6 Discussion and conclusion

In this paper we have presented further development of our prototype instrument that adapts mid-IR uncooled microbolometer technology for use on ground-based telescopes in the 1-2 m class. To improve on sensitivity, a chopping module was designed and implemented into the foreoptics of the system to be deployed alongside a telescope nodding routine. This addition was built from commercially available units, at a low cost, much like the rest of the instrument. The instrument was tested on the TCS over 8 days in 2019 September. A plate scale of 0.5\(^{\prime \prime }\) per pixel on the TCS was recorded, indicating that the image is slightly oversampled. Varying nod patterns were tested, with an ABCD pattern selected as the best option for the positional accuracy of the telescope and system. After commissioning, a programme of observations of 13 stellar objects selected from the RAFGL catalogue was conducted.

Whilst ten sources were observed with the system, only four fulfilled a selection criteria of having catalogue values that vary by no more than 30%. The faintest of these sources, according to the values recorded in RAFGL, IRAS and MSX, are V Cyg and IRC + 10365, with fluxes in the range of \(\sim 600 - 900\) Jy. This is a vast improvement on our previous observations with an unchopped system, as sources \(\sim \) 70 times fainter are now observable. The addition of a chop/nod regime puts the system much closer to our theoretical estimate of a sensitivity limit for the system of \(\sim 450\) Jy as derived in section 3, and our previous empirical estimate of \(\sim 300\) Jy based on scaling our previous Liverpool Telescope data, and is starting to approach that of bright asteroids (\(\sim 100\) Jy) [23].

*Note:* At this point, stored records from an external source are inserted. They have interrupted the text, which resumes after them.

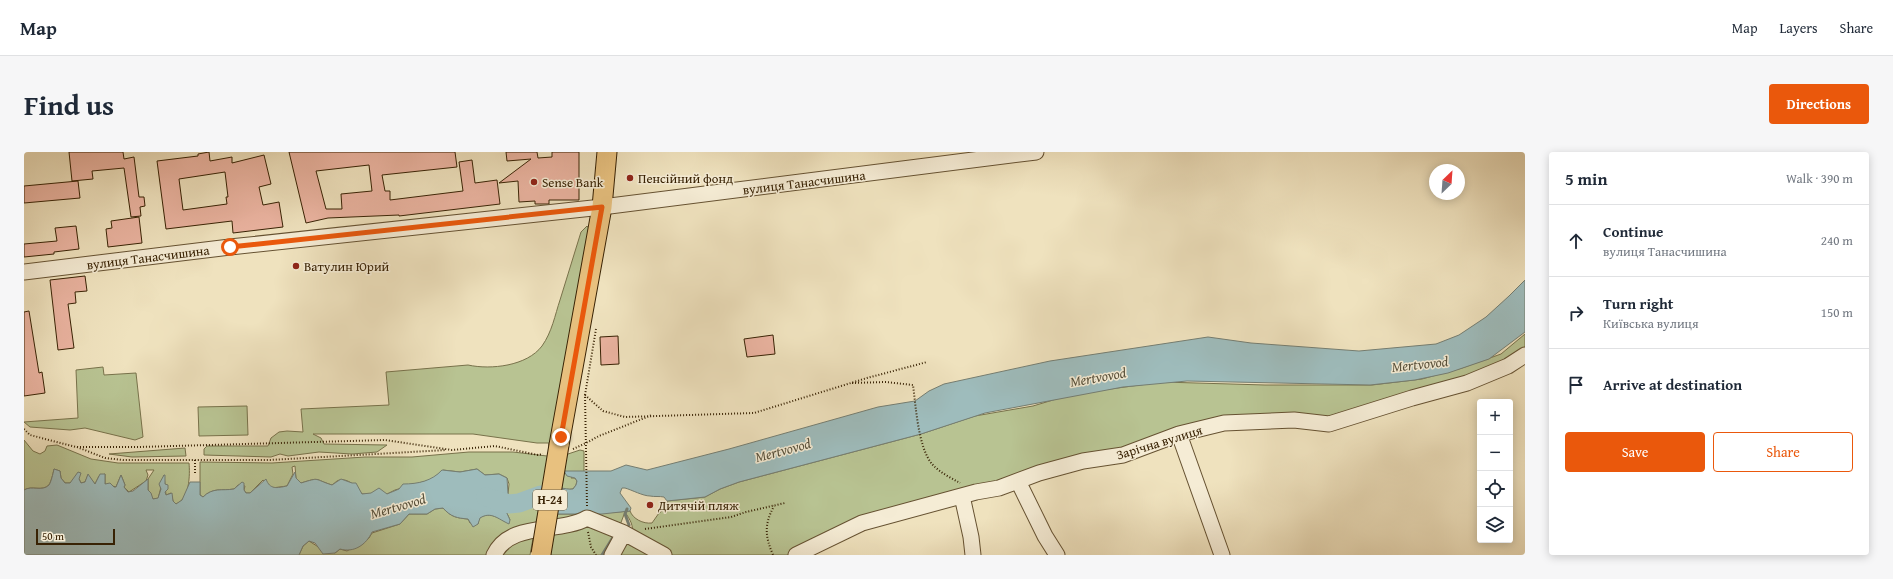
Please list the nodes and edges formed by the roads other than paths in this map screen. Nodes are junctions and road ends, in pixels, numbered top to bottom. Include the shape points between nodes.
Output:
1 (607, 152) edge
2 (1032, 152) edge
3 (1036, 152) edge
4 (602, 207) junction
5 (24, 272) edge
6 (1525, 355) edge
7 (1179, 434) junction
8 (1018, 481) junction
9 (962, 496) junction
10 (624, 533) junction
11 (494, 555) edge
12 (541, 555) edge
13 (612, 555) edge
14 (664, 555) edge
15 (796, 555) edge
16 (973, 555) edge
17 (1057, 555) edge
18 (1222, 555) edge

1 - 4 main road, Н-24
2 - 3 street, вулиця Танасчишина
2 - 4 street, вулиця Танасчишина
4 - 5 street, вулиця Танасчишина
4 - 12 main road, Н-24, bridge via 557,450
6 - 7 street, Зарічна вулиця via 1508,366 1467,384 1329,424 1294,420 1224,423
7 - 8 street, Зарічна вулиця via 1123,455 1083,460
7 - 18 street
8 - 9 street, Зарічна вулиця
8 - 17 street
9 - 15 street, Зарічна вулиця via 862,522
9 - 16 street
10 - 11 street via 587,518 572,524 516,535 504,542
10 - 13 street
10 - 14 street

The offset speed of the telescope, and the positioning speed of the rotational platform limited the period at which chopping and nodding could occur. Under these circumstances, the quality of chop/nod background reduction was highly variable, with overwhelming residuals left in several reduced images. Reducing the nodding and chopping periods in particular, to frequencies more in line with those at other infrared facilities, is likely to make some improvements to the sensitivity and quality of data reduction going forward. This would require improving the positional speed and accuracy of the chopping mechanism, and by deploying the system on an infrared telescope that is optimised for fast nodding. The rotation platform used for chopping has a manufacturer estimated minimum lifetime of 600,000 rotations, which for a chopping frequency of 1 Hz corresponds to a minimum lifetime of \(\sim 166\) hours of operation. This, alongside the observed limitations in positional repeatability and chopping frequency, makes this particular rotation platform not a long term solution for chopping. We would advise greater investment into a rotational stage. These improvements to the chopping and nodding would likely gain sensitivity improvements much closer to our previously estimated limits and a greater longevity of the instrument. It may be that further sensitivity improvements could be achieved by modestly cooling (e.g. δT = − 40K) the system with the addition of a low-cost thermoelectric cooler to lower system NEDT and internal thermal emission in the camera.